# Anyone here shoot APA?



## travski

I do

I currently own a mamba XL and a Mamba X2 Both shoot really well and are really well made. I have shot the entire lineup and they are something to be reckoned with they have an awesome lineup this year


----------



## Iron Mike

travski said:


> Blowing Lake Archery Staff Shooter
> Wookie Brand Staff Shooter
> Worlds Best Strings and Grips
> Black and Blue Contracting LTD.
> *APA Archery Factory Prostaff*


But don't you have to say that?:teeth:

Honestly, I'd love to take a look at them.......


----------



## Twister10

I shoot a 07' Taipan, not that well mind you but it is certainly not the bows fault......

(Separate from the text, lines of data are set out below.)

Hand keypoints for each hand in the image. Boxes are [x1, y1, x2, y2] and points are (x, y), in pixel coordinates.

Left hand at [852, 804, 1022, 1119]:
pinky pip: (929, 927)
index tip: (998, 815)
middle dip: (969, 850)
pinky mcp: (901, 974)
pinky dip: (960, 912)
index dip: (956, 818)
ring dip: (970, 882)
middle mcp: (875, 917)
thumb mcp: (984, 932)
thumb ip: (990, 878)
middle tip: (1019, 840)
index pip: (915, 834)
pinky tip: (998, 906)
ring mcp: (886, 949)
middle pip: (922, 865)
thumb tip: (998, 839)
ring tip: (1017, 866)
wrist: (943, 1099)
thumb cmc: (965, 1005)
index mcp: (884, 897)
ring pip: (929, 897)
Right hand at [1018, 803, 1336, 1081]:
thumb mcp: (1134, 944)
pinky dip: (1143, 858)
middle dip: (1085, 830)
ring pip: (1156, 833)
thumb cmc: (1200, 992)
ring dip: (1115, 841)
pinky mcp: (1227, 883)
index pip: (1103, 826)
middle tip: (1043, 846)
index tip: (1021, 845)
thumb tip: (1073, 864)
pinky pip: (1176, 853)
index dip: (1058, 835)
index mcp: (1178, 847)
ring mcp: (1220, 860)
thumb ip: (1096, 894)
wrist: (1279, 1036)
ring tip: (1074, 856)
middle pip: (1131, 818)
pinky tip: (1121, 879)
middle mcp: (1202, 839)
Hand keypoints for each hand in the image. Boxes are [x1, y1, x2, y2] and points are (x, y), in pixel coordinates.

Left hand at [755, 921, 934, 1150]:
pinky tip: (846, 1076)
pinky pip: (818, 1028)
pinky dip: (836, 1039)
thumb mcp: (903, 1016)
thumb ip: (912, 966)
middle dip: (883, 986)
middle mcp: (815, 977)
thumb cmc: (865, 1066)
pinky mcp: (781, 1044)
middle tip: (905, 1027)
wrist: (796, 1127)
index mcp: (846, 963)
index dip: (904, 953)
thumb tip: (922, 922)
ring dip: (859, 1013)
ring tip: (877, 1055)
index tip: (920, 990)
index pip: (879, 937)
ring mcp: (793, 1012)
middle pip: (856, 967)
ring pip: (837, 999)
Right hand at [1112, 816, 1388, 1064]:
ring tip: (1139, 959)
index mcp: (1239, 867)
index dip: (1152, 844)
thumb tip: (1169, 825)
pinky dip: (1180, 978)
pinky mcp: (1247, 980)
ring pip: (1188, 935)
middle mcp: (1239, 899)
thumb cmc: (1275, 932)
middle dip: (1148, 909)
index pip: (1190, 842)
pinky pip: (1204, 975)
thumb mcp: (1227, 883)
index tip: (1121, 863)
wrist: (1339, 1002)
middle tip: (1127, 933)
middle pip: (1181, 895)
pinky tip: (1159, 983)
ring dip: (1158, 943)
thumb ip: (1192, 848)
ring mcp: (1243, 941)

There does not seem to be alot of them in Ontario and I have yet to see another one around.

I have been really happy with mine though. It really has very little hand shock and can really fire the arrows out.

Jamie


----------



## OOPS!

If I weren't already shooting an elite I would be all over APAs. They're extremely nice bows with speed that can't be beat.


----------



## travski

Iron Mike said:


> But don't you have to say that?:teeth:
> 
> Honestly, I'd love to take a look at them.......


nope, I would not say it if I did not beleive in it myself.:tongue:


----------



## Reed

Twister10 said:


> I shoot a 07' Taipan, not that well mind you but it is certainly not the bows fault......
> 
> There does not seem to be alot of them in Ontario and I have yet to see another one around.
> 
> I have been really happy with mine though. It really has very little hand shock and can really fire the arrows out.
> 
> Jamie




I cna vouch for Jamies bow, it's a nice shooter, we have a APA staffer in wpg. Must say his bow is a rocket

I could see myself if with one but I am to cheep at the present time:tongue:

love the fang riser

Reed


----------



## Crashman

I shoot APA, but I will be honest...I am also a staff shooter for them. Like Travis, I would not shoot it if I did not think it was a great product. In fact, APA really prefers for their shooters to be customers first, this way they know there is a certain level of commitment on part of the shooter. 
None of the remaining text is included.